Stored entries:
-- Opening Marker --
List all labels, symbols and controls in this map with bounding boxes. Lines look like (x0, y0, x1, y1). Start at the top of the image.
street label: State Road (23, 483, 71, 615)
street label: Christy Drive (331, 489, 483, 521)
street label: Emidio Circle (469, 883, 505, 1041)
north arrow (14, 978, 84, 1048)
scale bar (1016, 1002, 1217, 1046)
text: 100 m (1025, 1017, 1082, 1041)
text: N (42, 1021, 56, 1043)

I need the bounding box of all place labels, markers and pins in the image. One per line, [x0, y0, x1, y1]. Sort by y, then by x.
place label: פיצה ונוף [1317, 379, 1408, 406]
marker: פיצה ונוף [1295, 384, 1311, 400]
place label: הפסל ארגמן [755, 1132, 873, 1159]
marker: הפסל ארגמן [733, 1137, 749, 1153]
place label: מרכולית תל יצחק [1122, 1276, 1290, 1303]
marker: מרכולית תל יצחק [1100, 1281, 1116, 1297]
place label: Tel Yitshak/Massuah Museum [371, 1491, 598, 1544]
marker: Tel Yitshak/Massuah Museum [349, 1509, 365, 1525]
-- Closing Marker --
Your objective: Every record above must be printed again exactly as it stands.

Output for this exercise:
List all labels, symbols and controls in this map with bounding boxes. Lines look like (x0, y0, x1, y1). Start at the top of the image.
street label: State Road (23, 483, 71, 615)
street label: Christy Drive (331, 489, 483, 521)
street label: Emidio Circle (469, 883, 505, 1041)
north arrow (14, 978, 84, 1048)
scale bar (1016, 1002, 1217, 1046)
text: 100 m (1025, 1017, 1082, 1041)
text: N (42, 1021, 56, 1043)

I need the bounding box of all place labels, markers and pins in the image. One per line, [x0, y0, x1, y1]. Sort by y, then by x.
place label: פיצה ונוף [1317, 379, 1408, 406]
marker: פיצה ונוף [1295, 384, 1311, 400]
place label: הפסל ארגמן [755, 1132, 873, 1159]
marker: הפסל ארגמן [733, 1137, 749, 1153]
place label: מרכולית תל יצחק [1122, 1276, 1290, 1303]
marker: מרכולית תל יצחק [1100, 1281, 1116, 1297]
place label: Tel Yitshak/Massuah Museum [371, 1491, 598, 1544]
marker: Tel Yitshak/Massuah Museum [349, 1509, 365, 1525]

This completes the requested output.